The project is a year late and
currently pegged at $135 million-more than double the original
estimate. The consortium and Monaco's Ministry of Public Works
are working through claims.
But away from negotiations, the
consortium has overcome the technical challenge of casting
the 352-m-long, 28-m-wide, 19-m-deep prestressed box. With
construction in Algeciras done, workers are prepping the breakwater
for the tow to Monaco.
At the tiny but affluent enclave,
the structure will join a smaller, French-built caisson to
form the two wave walls outside the existing harbor at Condamine.
From the south shore, the main box will reach diagonally across
the port approach providing shelter from the east. It will
be connected by a 650-tonne, steel ball-and-socket joint to
one of several caissons enclosing 8,000 sq m of reclaimed
land at Fort Antoine.

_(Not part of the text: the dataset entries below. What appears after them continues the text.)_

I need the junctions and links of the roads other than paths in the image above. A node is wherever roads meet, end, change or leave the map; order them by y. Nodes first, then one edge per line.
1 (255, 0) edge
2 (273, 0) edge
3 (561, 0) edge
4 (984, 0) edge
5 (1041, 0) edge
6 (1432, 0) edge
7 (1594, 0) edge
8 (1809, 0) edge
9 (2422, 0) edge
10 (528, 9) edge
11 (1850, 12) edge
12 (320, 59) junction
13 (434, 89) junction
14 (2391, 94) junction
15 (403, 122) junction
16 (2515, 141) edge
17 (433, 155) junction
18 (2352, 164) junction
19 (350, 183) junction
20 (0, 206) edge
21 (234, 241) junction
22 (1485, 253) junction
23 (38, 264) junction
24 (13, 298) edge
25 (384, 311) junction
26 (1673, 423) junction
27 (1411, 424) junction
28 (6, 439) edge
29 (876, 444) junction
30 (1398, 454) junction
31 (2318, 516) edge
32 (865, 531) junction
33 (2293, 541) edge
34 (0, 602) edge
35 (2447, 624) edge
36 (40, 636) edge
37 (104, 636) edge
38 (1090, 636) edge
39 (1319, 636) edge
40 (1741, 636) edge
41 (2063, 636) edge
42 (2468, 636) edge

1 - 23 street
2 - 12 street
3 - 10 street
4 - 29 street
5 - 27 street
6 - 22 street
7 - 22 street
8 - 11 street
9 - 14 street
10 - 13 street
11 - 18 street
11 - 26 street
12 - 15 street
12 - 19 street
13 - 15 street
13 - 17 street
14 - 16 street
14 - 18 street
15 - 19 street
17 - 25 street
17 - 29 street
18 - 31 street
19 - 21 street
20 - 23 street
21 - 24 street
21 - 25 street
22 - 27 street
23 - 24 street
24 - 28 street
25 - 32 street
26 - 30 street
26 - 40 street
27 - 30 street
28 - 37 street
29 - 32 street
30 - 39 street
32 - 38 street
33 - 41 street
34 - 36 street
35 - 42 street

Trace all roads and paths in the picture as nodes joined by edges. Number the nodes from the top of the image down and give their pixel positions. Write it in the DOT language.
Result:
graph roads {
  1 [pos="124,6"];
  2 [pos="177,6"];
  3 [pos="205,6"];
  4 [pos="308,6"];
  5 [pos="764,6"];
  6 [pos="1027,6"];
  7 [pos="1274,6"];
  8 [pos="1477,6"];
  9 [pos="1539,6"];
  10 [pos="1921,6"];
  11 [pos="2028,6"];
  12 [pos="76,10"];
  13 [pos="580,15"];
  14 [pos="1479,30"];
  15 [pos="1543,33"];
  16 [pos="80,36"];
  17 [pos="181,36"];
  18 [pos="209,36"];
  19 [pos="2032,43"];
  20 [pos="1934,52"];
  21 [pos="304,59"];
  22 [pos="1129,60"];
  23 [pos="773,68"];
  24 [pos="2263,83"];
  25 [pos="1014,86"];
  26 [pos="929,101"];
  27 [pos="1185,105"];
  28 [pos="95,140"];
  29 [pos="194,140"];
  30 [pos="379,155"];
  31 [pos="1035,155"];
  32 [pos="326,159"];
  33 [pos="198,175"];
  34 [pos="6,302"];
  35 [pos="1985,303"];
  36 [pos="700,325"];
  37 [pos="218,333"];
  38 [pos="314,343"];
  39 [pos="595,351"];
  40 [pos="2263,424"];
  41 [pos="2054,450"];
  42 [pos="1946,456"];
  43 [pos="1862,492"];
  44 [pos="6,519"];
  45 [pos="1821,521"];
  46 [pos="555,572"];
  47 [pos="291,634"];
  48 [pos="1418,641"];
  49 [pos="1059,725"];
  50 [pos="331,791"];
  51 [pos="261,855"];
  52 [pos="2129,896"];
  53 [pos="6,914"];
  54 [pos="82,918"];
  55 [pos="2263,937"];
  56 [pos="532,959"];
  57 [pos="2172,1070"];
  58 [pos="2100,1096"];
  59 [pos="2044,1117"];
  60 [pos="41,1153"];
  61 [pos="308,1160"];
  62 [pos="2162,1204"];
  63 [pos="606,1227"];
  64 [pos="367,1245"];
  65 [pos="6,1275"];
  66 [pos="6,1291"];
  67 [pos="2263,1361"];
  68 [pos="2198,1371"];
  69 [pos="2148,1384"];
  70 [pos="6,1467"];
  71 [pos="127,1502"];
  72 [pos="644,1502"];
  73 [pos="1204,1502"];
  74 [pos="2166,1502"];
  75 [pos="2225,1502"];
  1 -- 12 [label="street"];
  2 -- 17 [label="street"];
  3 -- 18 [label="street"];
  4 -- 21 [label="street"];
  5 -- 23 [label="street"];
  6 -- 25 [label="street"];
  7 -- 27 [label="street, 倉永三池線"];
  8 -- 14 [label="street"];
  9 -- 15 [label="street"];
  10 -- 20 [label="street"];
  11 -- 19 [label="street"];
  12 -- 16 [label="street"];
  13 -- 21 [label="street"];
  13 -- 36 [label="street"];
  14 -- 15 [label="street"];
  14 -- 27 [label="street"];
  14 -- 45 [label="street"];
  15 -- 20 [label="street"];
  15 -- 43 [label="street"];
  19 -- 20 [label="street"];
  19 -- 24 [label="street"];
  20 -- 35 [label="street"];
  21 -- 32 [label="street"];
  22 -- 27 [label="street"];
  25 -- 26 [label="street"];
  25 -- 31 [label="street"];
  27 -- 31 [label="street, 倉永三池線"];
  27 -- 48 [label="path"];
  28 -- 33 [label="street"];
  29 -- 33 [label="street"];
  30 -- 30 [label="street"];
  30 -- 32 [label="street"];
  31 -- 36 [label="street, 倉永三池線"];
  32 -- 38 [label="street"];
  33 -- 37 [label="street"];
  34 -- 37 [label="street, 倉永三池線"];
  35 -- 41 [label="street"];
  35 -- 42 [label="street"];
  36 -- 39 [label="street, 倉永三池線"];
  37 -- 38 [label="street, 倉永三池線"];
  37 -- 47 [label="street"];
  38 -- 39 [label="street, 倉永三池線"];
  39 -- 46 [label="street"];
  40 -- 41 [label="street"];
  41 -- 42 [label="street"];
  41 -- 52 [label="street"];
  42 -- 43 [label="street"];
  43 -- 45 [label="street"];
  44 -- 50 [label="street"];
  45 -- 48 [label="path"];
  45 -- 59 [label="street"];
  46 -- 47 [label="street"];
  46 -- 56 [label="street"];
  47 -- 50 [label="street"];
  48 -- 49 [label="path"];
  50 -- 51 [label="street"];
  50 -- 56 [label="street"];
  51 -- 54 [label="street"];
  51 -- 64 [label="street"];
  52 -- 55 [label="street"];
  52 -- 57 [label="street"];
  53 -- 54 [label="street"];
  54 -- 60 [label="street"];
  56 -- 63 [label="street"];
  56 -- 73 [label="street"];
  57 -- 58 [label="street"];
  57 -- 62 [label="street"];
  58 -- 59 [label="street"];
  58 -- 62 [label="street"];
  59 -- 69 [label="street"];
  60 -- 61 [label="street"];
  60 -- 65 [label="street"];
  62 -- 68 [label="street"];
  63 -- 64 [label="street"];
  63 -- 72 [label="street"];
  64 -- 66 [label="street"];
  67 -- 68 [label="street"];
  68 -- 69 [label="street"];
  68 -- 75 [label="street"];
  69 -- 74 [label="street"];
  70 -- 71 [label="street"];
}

The rest of the breakwater, anchored
by chains, will float with just 3 m of freeboard.
Projecting from the opposite shore
of the harbor entrance, the smaller box will end on the leeward
side of the main breakwater, completing the new wave barrier.
Because of shallower water, this smaller box will be propped
from below at points 25 m and 65 m from its offshore end.
Forming the props are vertical extensions at the ends of a
46-m-long, 17-m-deep concrete caisson, now resting on an underwater
earth embankment 40 m below the surface.
PONTOON
WALL DESIGN. The deep water and a weak sea bed at Port
Condamine's entrance led the Ministry's designer, Paris-based
Doris Engineering S.A, to plan the unusual pontoon-type sea
walls, says the firm's project director François Sedillot.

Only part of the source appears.